Bukankah kita tidak akan pernah tahu? Sungguh, manusia hanya bisa berharap. Berharap bahwa apa yang dialaminya hanya sekedar blunder masa depan atau kicauan hati yang akan berlalu nanti.
Menghakimi sudah pasti. Dan kejadian-kejadian ini tidak lagi netral. Manusia melukiskannya dengan warna-warna mereka. Seperti halnya aku. Seperti halnya kamu. Menulis hitam. Menulis putih.
Tapi siapa yang tahu? Bahwa awan akan tetap kelabu?
..
Malam itu udara enggan bergesekan. Lampu-lampu berpendar datar. Semacam tidak lagi mengenal masa dan memilih tenggelam dalam momentum.
"Aku akan membencinya hingga matahari dan bumi merapat."
Mendadak segalanya menjadi drama. Dingin ini tidak pernah sama lagi.
Ah. Mungkin benar bahwa kebencian tidak pernah ditakdirkan sendiri.
Seperti manusia yang tidak bosan dengan pengulangan sendu, aku membicarakannya lagi. Terus menyibukkan hati dengan hipotesis-hipotesis alternatif, tanpa tahu apa yang akan kuuji. Persis seperti nikotin yang melalui paru-parumu. Tenang, lalu menyisakan kuning.
"Sepertinya membenci sangat menyelesaikan masalah ya. Apa kabar subtitusi? Positivitas? Sepertinya hal-hal semacam itu tidak lagi menarik bagimu."
Kata-kata ini seperti datang dari zaman Abbey Road masih seperti jalanan lain, sebelum McCartney dan kawan-kawan berjalan menyusuri zebra cross-nya. Usang dan sebaiknya dibuang.
Aku memandang takjub pada parodi sakit hati ini. Mencatat beberapa hal penting dan membubuhkan garis bawah. Apa yang ada di hadapanku sekarang tidak lebih dari denah payah yang bahkan arsiteknya pun lupa membuat jalan-jalan kecil untuk keluar. Lihat saja, kecil, padat, dan tidak berongga. Seberapa sesak jadinya?
"Sakit, tau."
Sudah tidak bisa ditahan. Aku berhambur menerjanginya dengan pelukan. Berkali-kali mengusap wajahnya dan berharap sakit itu di sana. Di kulit. Di mata. Di mana saja yang bisa kusentuh.

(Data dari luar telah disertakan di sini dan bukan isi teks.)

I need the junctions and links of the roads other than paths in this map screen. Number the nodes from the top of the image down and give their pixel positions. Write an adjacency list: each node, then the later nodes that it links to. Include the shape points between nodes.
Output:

Dia tidak menangis. Melainkan menyimpannya saja di sana. Di tempat sesak itu. Saling bertukar pandang dengan pesimisme dan memilih menoleh ke kanan di saat optimisme revolusi tepat berbisik di telinga kirinya.
Toh, segalanya bukan miliknya lagi.
"Ini akan berlalu. Aku tidak akan memaksamu membuat pembenaran. Tapi tolong, jangan merasa bahwa matahari yang besar itu akan meredup dengan segala yang kamu alami ini. Bangkit dan berkacalah. Ada bermilyar-milyar kehidupan di sini, kamu hanya harus menaungi satu di antaranya."

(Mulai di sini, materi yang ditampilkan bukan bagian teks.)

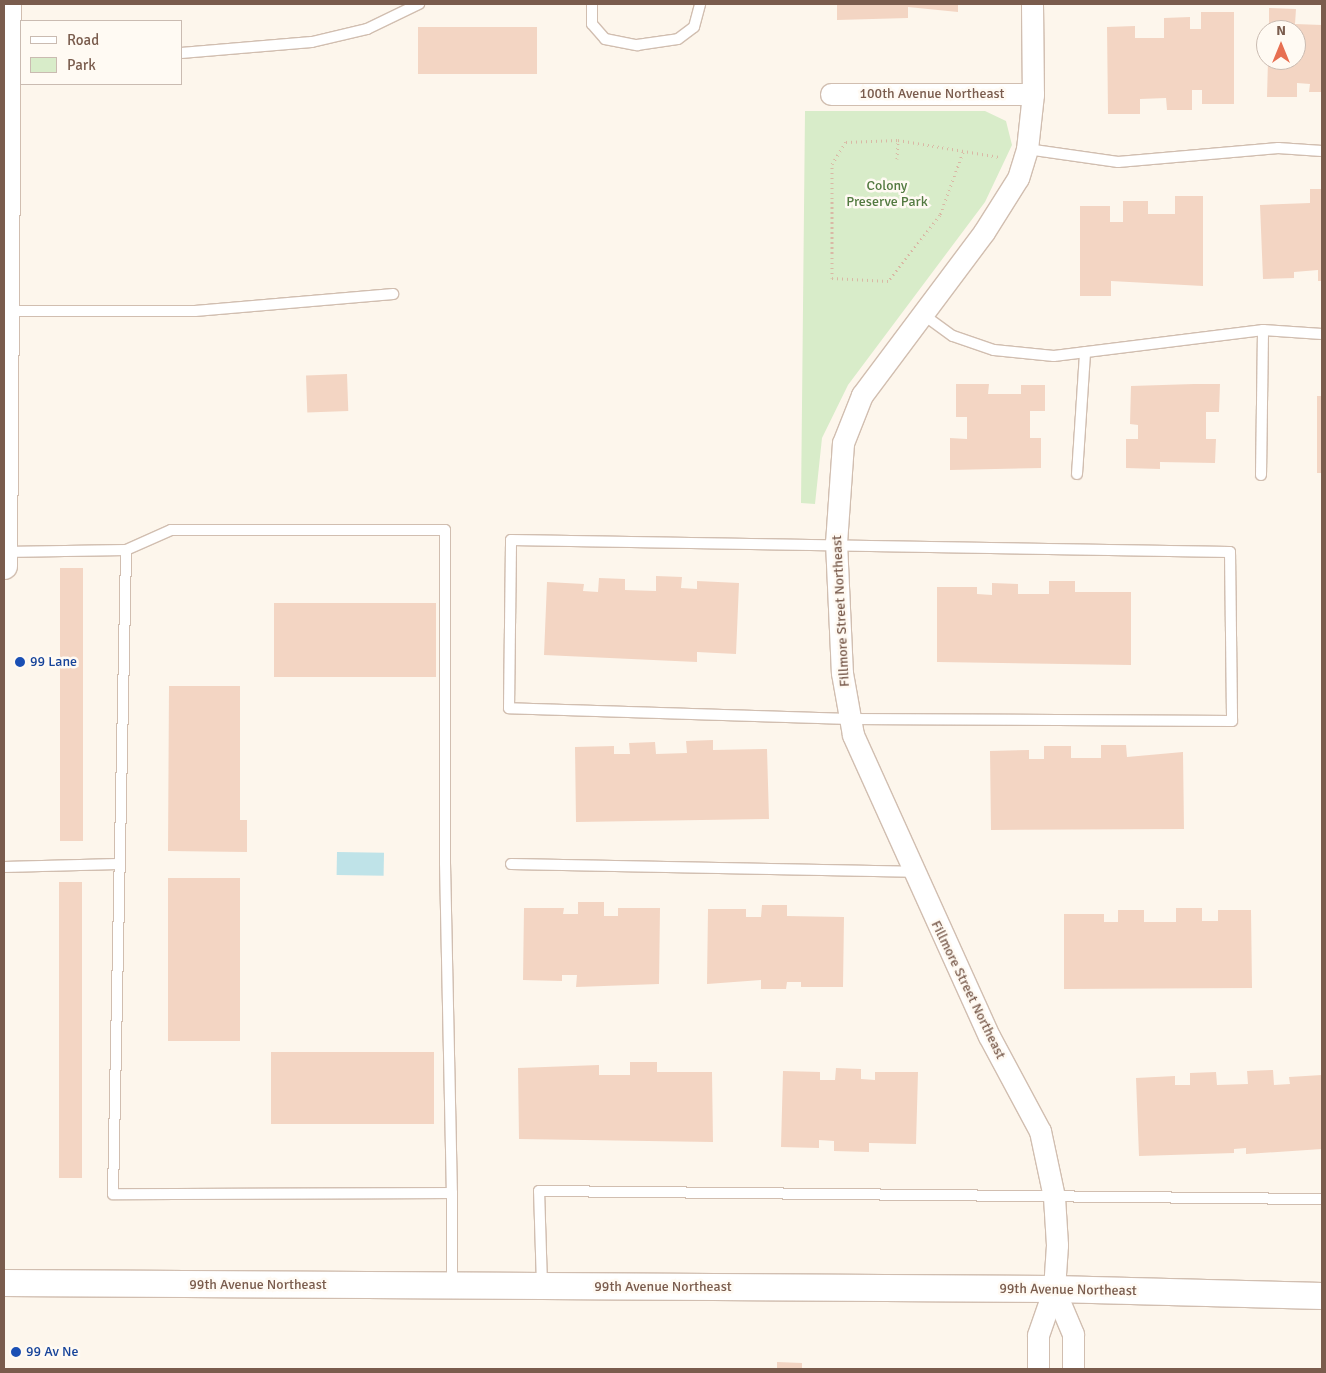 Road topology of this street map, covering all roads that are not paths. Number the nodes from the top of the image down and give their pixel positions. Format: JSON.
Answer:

Dia masih saja diam. Boks di tangannya sudah hampir remuk karena kuatnya cengkraman tangannya sendiri. Betapa manusia hanya budak perasaan. Hanya bisa meraung pilu tanpa berencana memiliki hari esok. Mungkin di kehidupan mendatang, Tuhan akan mereinkarnasinya menjadi matahari untuk sekedar belajar apa arti ketulusan.

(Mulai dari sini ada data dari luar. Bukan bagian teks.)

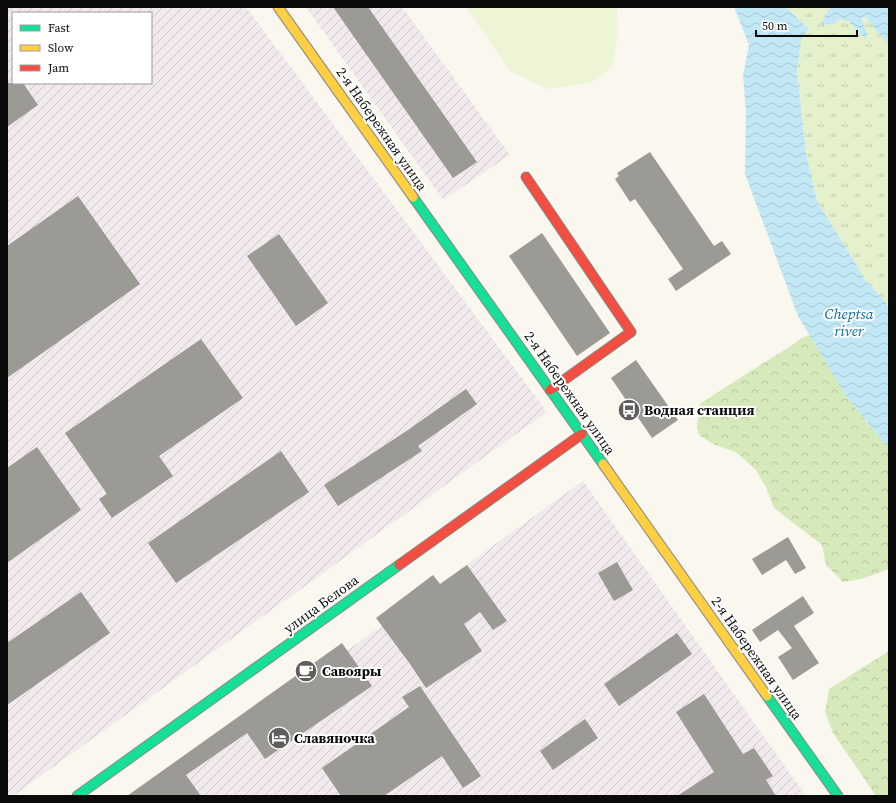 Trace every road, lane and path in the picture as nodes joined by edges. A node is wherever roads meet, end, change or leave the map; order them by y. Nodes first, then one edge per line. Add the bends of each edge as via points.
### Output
1 (278, 7) edge
2 (526, 177) dead end
3 (550, 390) junction
4 (582, 434) junction
5 (77, 796) edge
6 (838, 796) edge

1 - 3 street, 2-я Набережная улица
2 - 3 street via 631,332
3 - 4 street, 2-я Набережная улица
4 - 5 street, улица Белова
4 - 6 street, 2-я Набережная улица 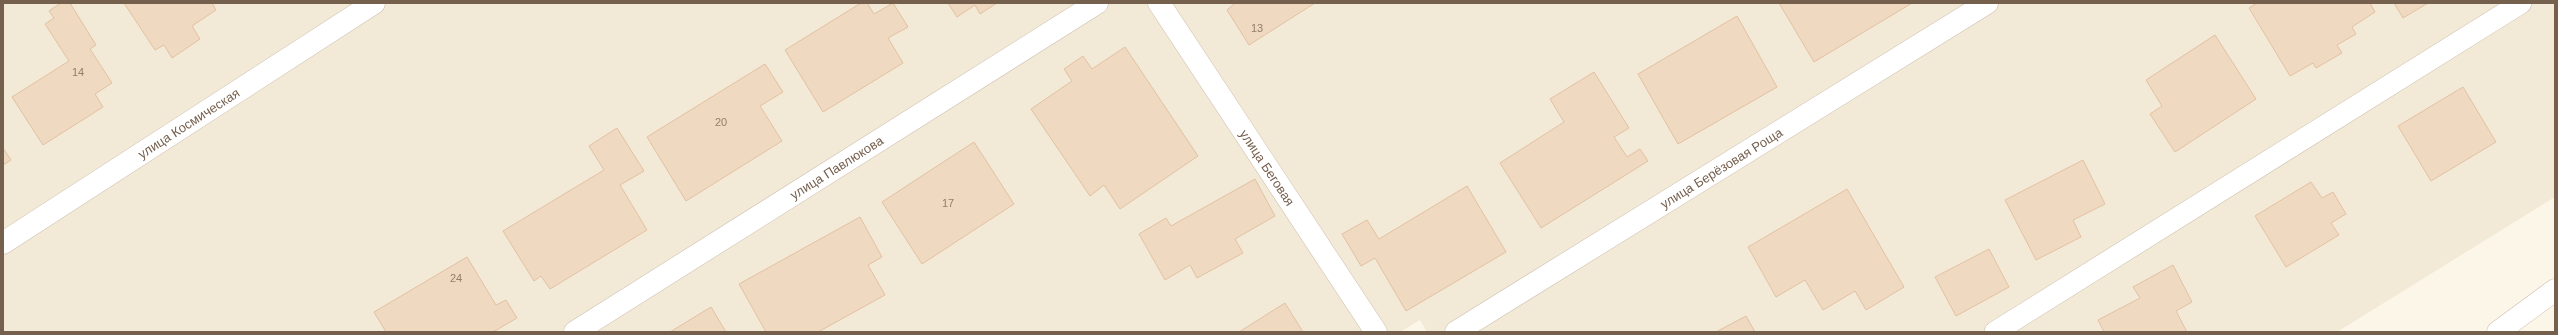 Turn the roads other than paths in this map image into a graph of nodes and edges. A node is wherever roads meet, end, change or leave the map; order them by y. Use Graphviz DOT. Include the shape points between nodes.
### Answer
graph roads {
  1 [pos="374,3"];
  2 [pos="1097,3"];
  3 [pos="1159,3"];
  4 [pos="1988,3"];
  5 [pos="2521,3"];
  6 [pos="3,243"];
  7 [pos="2555,290"];
  8 [pos="575,332"];
  9 [pos="1376,332"];
  10 [pos="1456,332"];
  11 [pos="1995,332"];
  12 [pos="2498,332"];
  1 -- 6 [label="street, улица Космическая"];
  2 -- 8 [label="street, улица Павлюкова"];
  3 -- 9 [label="street, улица Беговая"];
  4 -- 10 [label="street, улица Берёзовая Роща"];
  5 -- 11 [label="lane"];
  7 -- 12 [label="street"];
}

Kedua tanganku masih mengelus kedua sisi pipinya yang mulai lelah.
Awan masih kelabu.
..
Dia berjalan ke titik itu. Titik yang berwarna putih dan terang. Aku belum pernah melihatnya sebelumnya. Ditinggalkannya boks itu tepat sebelum dia hilang dan menyatu dalam terang.
..
Tidak ada sesuatu yang perlu dimaafkan. Aku dan kamu adalah perpanjangan tangan kehidupan. Menjadi kisah dan menyambung peradaban. Apa salahnya pernah bodoh? Sama seperti jalan lurus yang tidak selalu benar.
Ah, seandainya menghapus luka bisa sesederhana membuatnya.
Jakarta, 25 Maret 2011. Ketika kehilangan dimensi. Dan hatiku sudah jauh di sana. Terang meski pincang.